WHAT YOU SHOULD DO – Look through the listing below, and wherever a line has the string "Stallings", pull it out.

>>>>>

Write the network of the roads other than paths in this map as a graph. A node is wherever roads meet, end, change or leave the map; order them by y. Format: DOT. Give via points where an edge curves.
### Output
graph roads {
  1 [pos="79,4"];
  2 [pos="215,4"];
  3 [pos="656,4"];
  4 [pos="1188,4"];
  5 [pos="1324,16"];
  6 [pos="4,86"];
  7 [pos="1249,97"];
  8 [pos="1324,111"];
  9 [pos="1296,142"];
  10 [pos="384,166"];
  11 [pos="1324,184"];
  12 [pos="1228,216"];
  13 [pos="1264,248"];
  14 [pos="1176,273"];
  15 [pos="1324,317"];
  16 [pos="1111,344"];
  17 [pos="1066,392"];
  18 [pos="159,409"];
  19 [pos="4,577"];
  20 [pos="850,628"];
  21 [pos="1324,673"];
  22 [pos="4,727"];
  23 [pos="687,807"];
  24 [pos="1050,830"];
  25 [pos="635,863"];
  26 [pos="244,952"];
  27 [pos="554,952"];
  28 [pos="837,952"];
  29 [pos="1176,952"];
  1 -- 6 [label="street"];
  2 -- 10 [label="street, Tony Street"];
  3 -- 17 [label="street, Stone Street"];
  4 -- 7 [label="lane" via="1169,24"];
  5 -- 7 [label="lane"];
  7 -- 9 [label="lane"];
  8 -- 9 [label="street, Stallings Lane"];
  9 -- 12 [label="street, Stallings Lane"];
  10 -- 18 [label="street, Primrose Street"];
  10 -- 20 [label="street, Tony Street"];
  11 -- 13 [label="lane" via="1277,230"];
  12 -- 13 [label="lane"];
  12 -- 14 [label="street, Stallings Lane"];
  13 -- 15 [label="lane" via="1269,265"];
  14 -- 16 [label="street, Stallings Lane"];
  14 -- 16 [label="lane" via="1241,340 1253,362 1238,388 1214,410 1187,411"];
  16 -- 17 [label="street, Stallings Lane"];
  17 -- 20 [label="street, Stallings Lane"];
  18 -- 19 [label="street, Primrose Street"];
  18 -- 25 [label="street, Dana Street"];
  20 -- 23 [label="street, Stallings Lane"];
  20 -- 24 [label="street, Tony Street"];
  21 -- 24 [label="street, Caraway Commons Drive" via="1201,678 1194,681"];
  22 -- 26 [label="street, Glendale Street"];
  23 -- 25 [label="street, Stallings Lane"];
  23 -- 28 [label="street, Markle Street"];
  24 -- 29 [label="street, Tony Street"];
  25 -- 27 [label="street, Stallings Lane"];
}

<<<<<
>>>>>

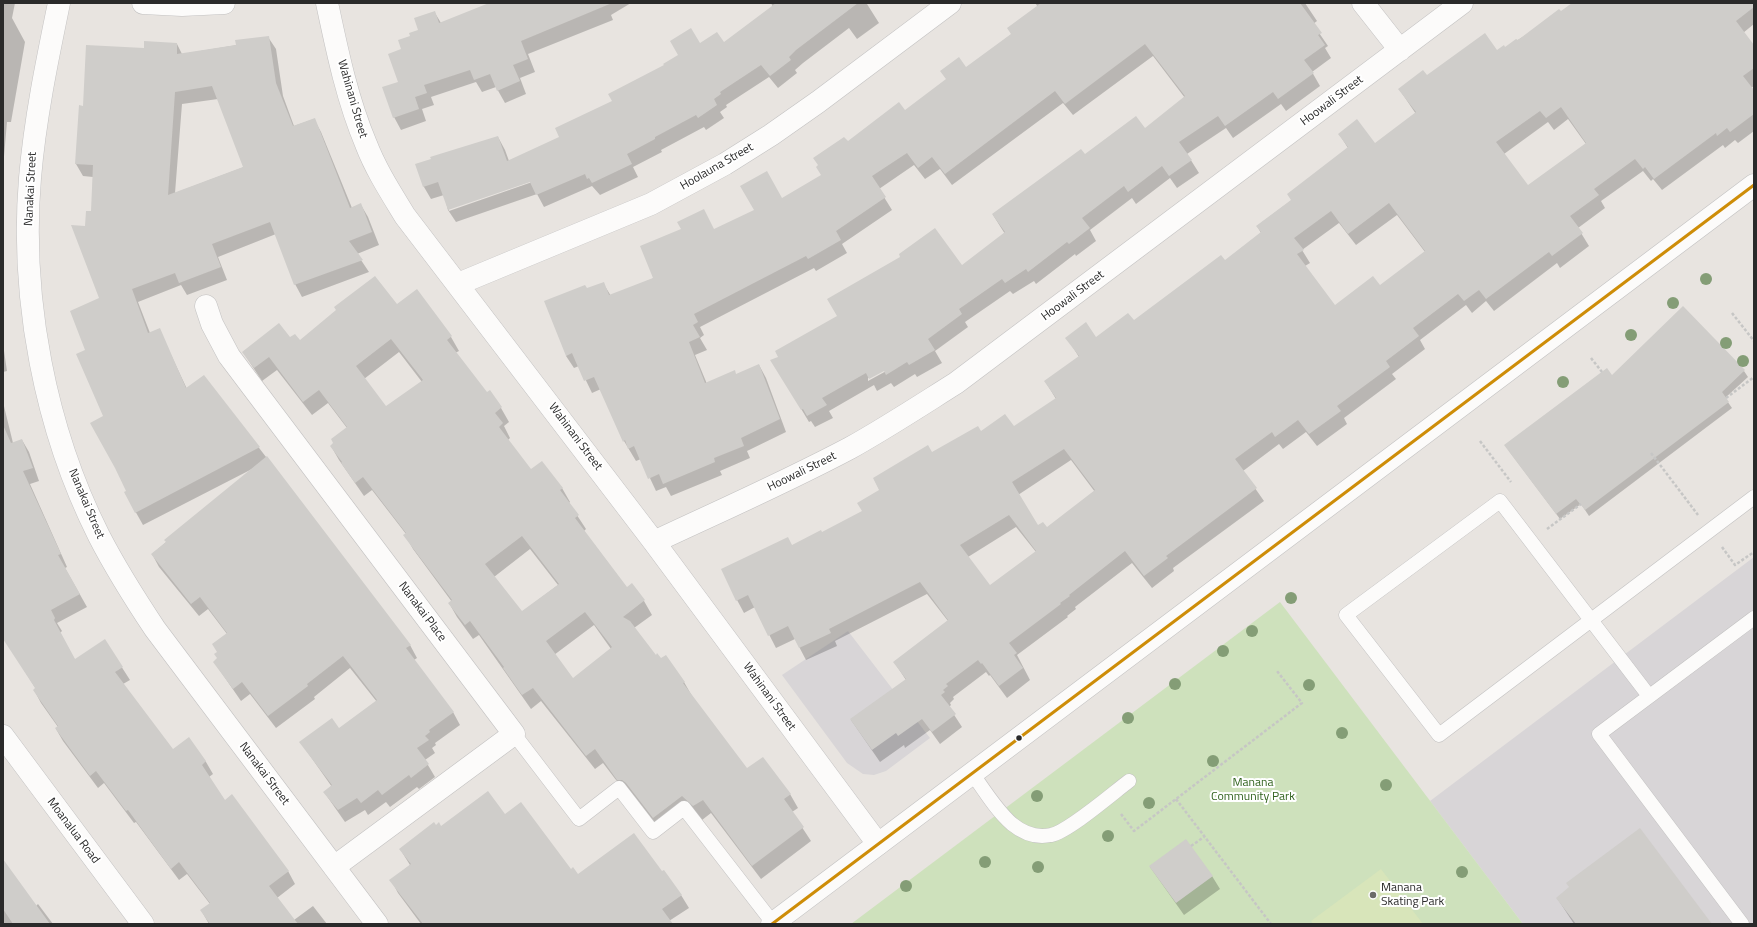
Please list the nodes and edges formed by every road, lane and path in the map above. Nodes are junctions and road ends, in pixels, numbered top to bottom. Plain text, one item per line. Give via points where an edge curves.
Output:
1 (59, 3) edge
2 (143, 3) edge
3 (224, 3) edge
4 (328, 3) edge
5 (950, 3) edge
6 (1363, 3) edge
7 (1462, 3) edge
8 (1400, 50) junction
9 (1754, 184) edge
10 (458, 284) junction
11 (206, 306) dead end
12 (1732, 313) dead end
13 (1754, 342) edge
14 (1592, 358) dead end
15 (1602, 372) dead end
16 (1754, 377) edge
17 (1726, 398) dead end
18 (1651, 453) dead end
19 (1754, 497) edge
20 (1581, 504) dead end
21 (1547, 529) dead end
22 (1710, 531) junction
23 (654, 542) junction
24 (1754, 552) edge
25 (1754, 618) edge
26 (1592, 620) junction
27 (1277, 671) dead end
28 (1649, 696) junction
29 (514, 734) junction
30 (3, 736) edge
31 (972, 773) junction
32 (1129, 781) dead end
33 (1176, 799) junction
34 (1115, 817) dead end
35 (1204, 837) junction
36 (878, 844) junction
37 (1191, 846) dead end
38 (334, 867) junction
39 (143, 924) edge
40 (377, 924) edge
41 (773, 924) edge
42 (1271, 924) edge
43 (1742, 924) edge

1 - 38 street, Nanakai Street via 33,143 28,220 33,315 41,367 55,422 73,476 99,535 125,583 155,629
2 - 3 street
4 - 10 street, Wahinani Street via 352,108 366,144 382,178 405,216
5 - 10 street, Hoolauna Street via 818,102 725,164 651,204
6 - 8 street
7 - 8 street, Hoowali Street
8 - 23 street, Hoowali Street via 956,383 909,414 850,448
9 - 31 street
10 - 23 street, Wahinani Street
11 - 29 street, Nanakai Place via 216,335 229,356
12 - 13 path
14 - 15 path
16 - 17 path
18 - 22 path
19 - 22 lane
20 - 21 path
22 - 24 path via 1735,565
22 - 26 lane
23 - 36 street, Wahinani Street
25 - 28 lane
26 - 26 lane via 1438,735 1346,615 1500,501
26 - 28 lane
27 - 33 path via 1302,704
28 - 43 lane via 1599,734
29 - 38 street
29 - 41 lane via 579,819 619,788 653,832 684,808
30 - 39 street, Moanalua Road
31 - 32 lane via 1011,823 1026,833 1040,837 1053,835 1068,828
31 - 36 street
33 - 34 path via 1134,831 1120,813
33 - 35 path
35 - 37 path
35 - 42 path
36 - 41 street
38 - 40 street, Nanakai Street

<<<<<

EXPECTED ANSWER –
  8 -- 9 [label="street, Stallings Lane"];
  9 -- 12 [label="street, Stallings Lane"];
  12 -- 14 [label="street, Stallings Lane"];
  14 -- 16 [label="street, Stallings Lane"];
  16 -- 17 [label="street, Stallings Lane"];
  17 -- 20 [label="street, Stallings Lane"];
  20 -- 23 [label="street, Stallings Lane"];
  23 -- 25 [label="street, Stallings Lane"];
  25 -- 27 [label="street, Stallings Lane"];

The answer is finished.